Aku meringis sambil terus menggosok hidungku yang gatal, pasti sudah memerah saat ini. Nathan menggeleng-gelengkan kepalanya sambil menghampiriku dengan tangan yang membawa handuk lain.

Kini aku sedang berada di rumahnya. Takut pulang ke rumah karena Ayah mengambil shift sore, jadi sekarang pasti Ayah masih di rumah. Dia pasti juga akan menanyaiku kalau aku pulang dengan keadaan basah kuyup.

"Lemah banget. Hujan-hujanan sekali, langsung sakit."

Aku terkekeh mendengar mulutnya mengomel namun tangannya tetap membantu mengeringkan rambutku.

Karena mendung, hari yang sebenarnya masih siang tiba-tiba terlihat seperti sudah petang. Aku duduk di lantai ruang tamu Nathan beralaskan handuk karena tidak mau membuat sofanya basah.

Untung saja aku tidak terlalu lama terkena hujan jadi baju dan tasku tidak terlalu basah walaupun cukup lembab juga. Setidaknya tidak separah rambutku.

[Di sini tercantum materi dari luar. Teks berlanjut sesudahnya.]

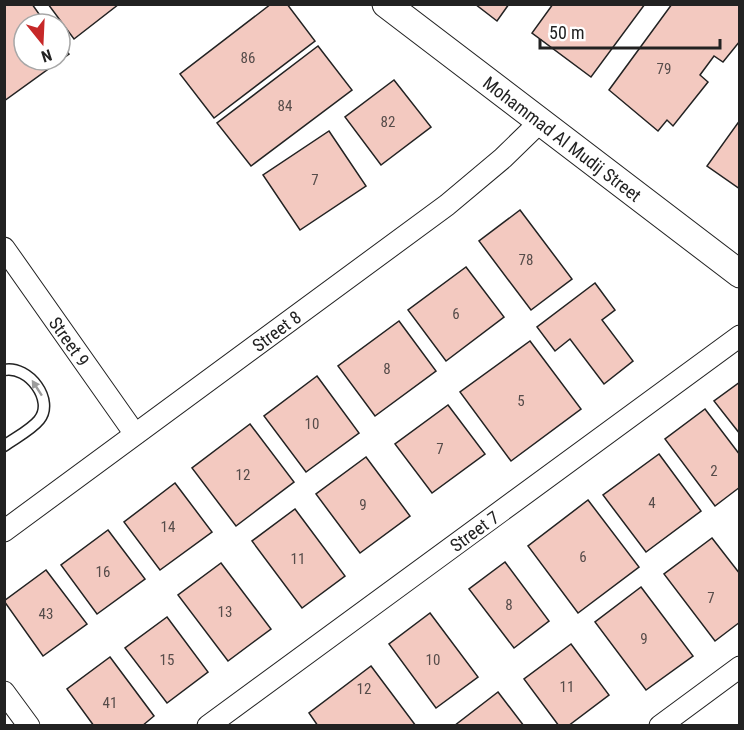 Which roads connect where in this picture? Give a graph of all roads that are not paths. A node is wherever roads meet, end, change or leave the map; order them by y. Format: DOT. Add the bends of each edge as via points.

"Gue minta maaf," ucapku sambil menunduk. Tiba-tiba teringat betapa buruknya sikapku kepadanya. "Gue selama ini udah-"

"Udah lewat," potongnya langsung. "Buat apa dibahas lagi?"

Aku semakin menunduk, merasakan mataku lagi-lagi berair. Kenapa aku menjadi sangat emosional begini?